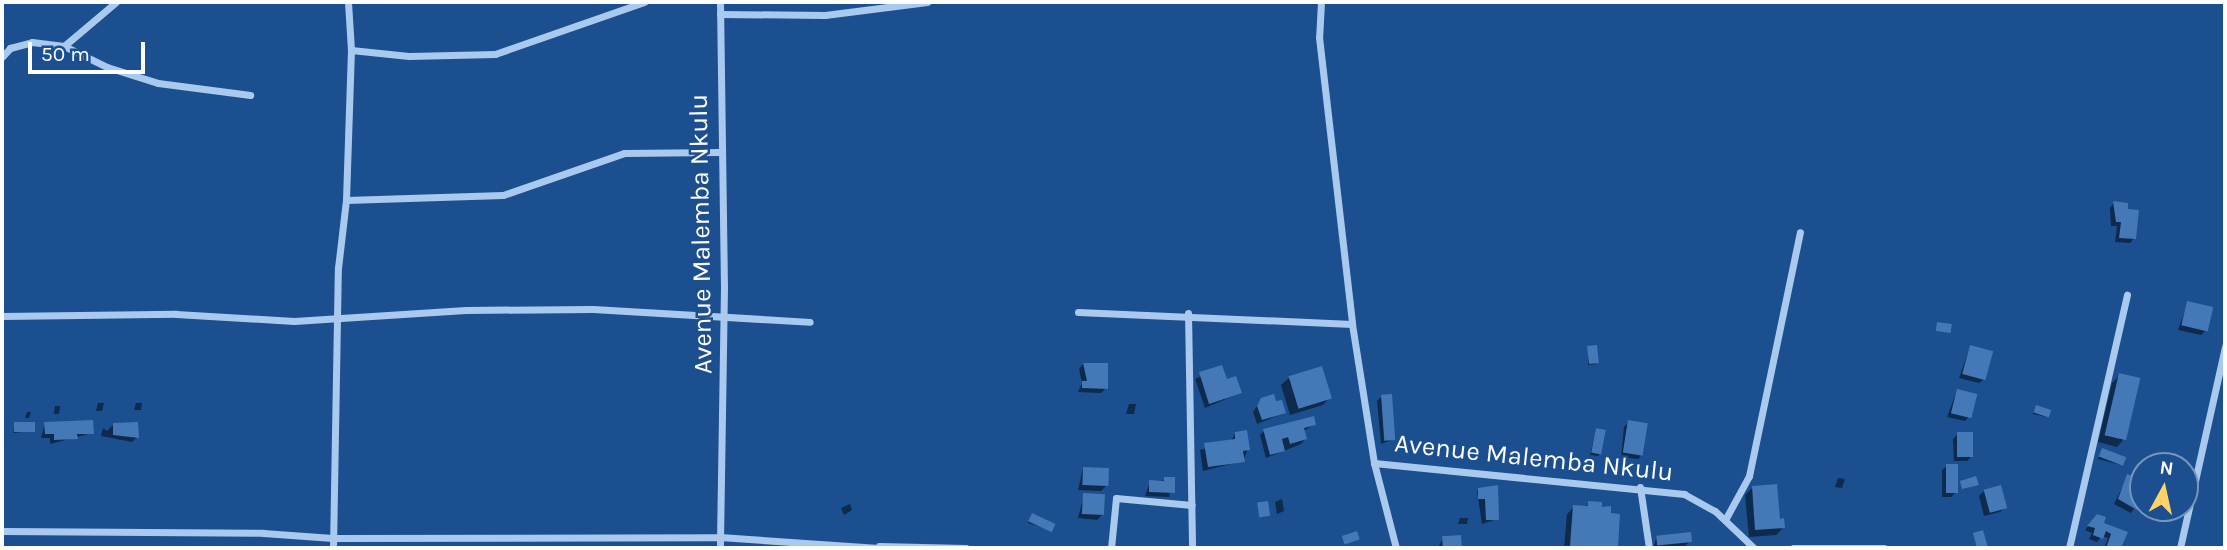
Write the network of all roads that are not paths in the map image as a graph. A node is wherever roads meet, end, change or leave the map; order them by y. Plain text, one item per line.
1 (116, 2) edge
2 (348, 2) edge
3 (644, 2) edge
4 (720, 2) edge
5 (927, 2) edge
6 (1321, 2) edge
7 (720, 14) junction
8 (64, 46) junction
9 (351, 50) junction
10 (2, 57) edge
11 (250, 95) dead end
12 (720, 152) junction
13 (346, 200) junction
14 (1800, 232) dead end
15 (2127, 295) dead end
16 (1078, 312) dead end
17 (1188, 313) junction
18 (2, 316) edge
19 (339, 318) junction
20 (723, 318) junction
21 (810, 322) dead end
22 (1352, 324) junction
23 (2225, 346) edge
24 (1374, 463) junction
25 (1640, 487) junction
26 (1192, 505) junction
27 (1725, 520) junction
28 (2, 531) edge
29 (720, 537) junction
30 (333, 538) junction
31 (879, 547) edge
32 (333, 548) edge
33 (720, 548) edge
34 (966, 548) edge
35 (1111, 548) edge
36 (1192, 548) edge
37 (1396, 548) edge
38 (1649, 548) edge
39 (1754, 548) edge
40 (1793, 548) edge
41 (1884, 548) edge
42 (2069, 548) edge
43 (2180, 548) edge

1 - 8 street
2 - 9 street
3 - 9 street
4 - 7 street, Avenue Malemba Nkulu
5 - 7 street
6 - 22 street
7 - 12 street, Avenue Malemba Nkulu
8 - 10 street
8 - 11 street
9 - 13 street
12 - 13 street
12 - 20 street, Avenue Malemba Nkulu
13 - 19 street
14 - 27 street
15 - 42 street
16 - 17 street
17 - 22 street
17 - 26 street
18 - 19 street
19 - 20 street
19 - 30 street
20 - 21 street
20 - 29 street, Avenue Malemba Nkulu
22 - 24 street
23 - 43 street
24 - 25 street, Avenue Malemba Nkulu
24 - 37 street
25 - 27 street, Avenue Malemba Nkulu
25 - 38 street
26 - 35 street
26 - 36 street
27 - 39 street, Avenue Malemba Nkulu
28 - 30 street
29 - 30 street
29 - 31 street
29 - 33 street, Avenue Malemba Nkulu
30 - 32 street
31 - 34 street
40 - 41 street

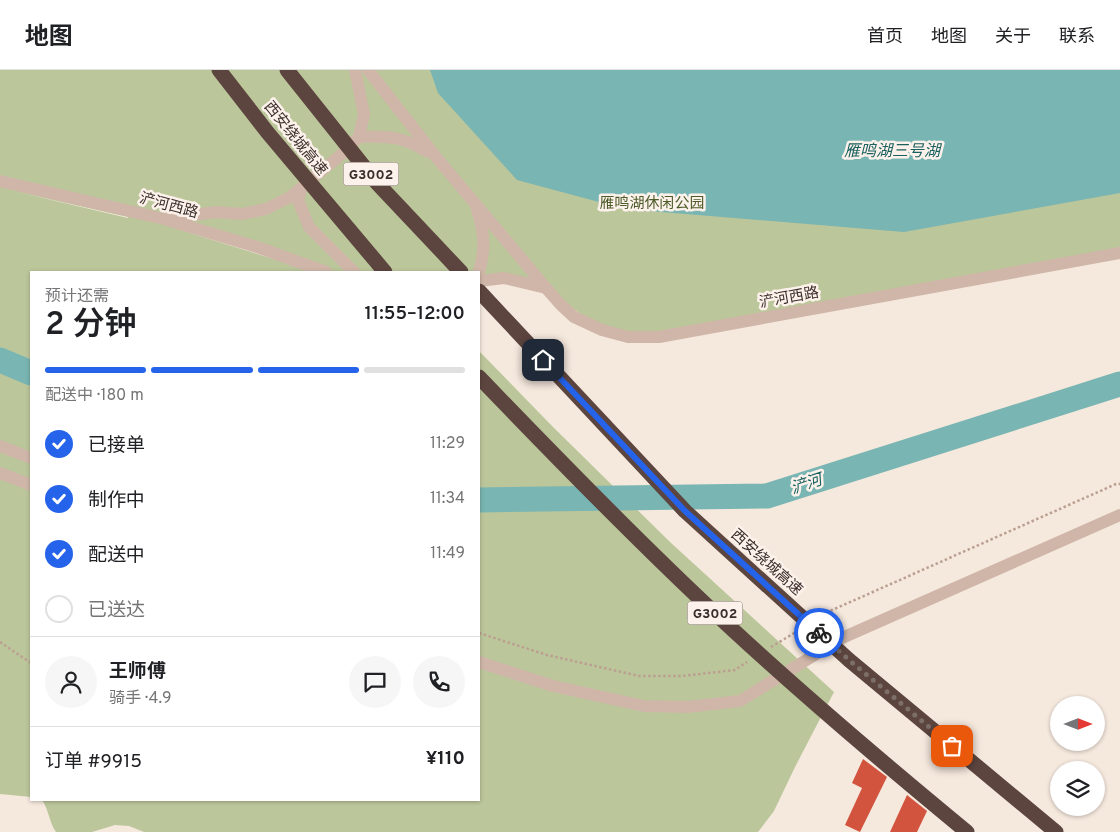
-=-=-=-=-
→ **Description of the task**
Retype the entries word for word. Omit any images.

→ **Completed exercise**
Write the network of all roads that are not paths in the map image as a graph. A node is wherever roads meet, end, change or leave the map; order them by y. Plain text, one item per line.
1 (116, 2) edge
2 (348, 2) edge
3 (644, 2) edge
4 (720, 2) edge
5 (927, 2) edge
6 (1321, 2) edge
7 (720, 14) junction
8 (64, 46) junction
9 (351, 50) junction
10 (2, 57) edge
11 (250, 95) dead end
12 (720, 152) junction
13 (346, 200) junction
14 (1800, 232) dead end
15 (2127, 295) dead end
16 (1078, 312) dead end
17 (1188, 313) junction
18 (2, 316) edge
19 (339, 318) junction
20 (723, 318) junction
21 (810, 322) dead end
22 (1352, 324) junction
23 (2225, 346) edge
24 (1374, 463) junction
25 (1640, 487) junction
26 (1192, 505) junction
27 (1725, 520) junction
28 (2, 531) edge
29 (720, 537) junction
30 (333, 538) junction
31 (879, 547) edge
32 (333, 548) edge
33 (720, 548) edge
34 (966, 548) edge
35 (1111, 548) edge
36 (1192, 548) edge
37 (1396, 548) edge
38 (1649, 548) edge
39 (1754, 548) edge
40 (1793, 548) edge
41 (1884, 548) edge
42 (2069, 548) edge
43 (2180, 548) edge

1 - 8 street
2 - 9 street
3 - 9 street
4 - 7 street, Avenue Malemba Nkulu
5 - 7 street
6 - 22 street
7 - 12 street, Avenue Malemba Nkulu
8 - 10 street
8 - 11 street
9 - 13 street
12 - 13 street
12 - 20 street, Avenue Malemba Nkulu
13 - 19 street
14 - 27 street
15 - 42 street
16 - 17 street
17 - 22 street
17 - 26 street
18 - 19 street
19 - 20 street
19 - 30 street
20 - 21 street
20 - 29 street, Avenue Malemba Nkulu
22 - 24 street
23 - 43 street
24 - 25 street, Avenue Malemba Nkulu
24 - 37 street
25 - 27 street, Avenue Malemba Nkulu
25 - 38 street
26 - 35 street
26 - 36 street
27 - 39 street, Avenue Malemba Nkulu
28 - 30 street
29 - 30 street
29 - 31 street
29 - 33 street, Avenue Malemba Nkulu
30 - 32 street
31 - 34 street
40 - 41 street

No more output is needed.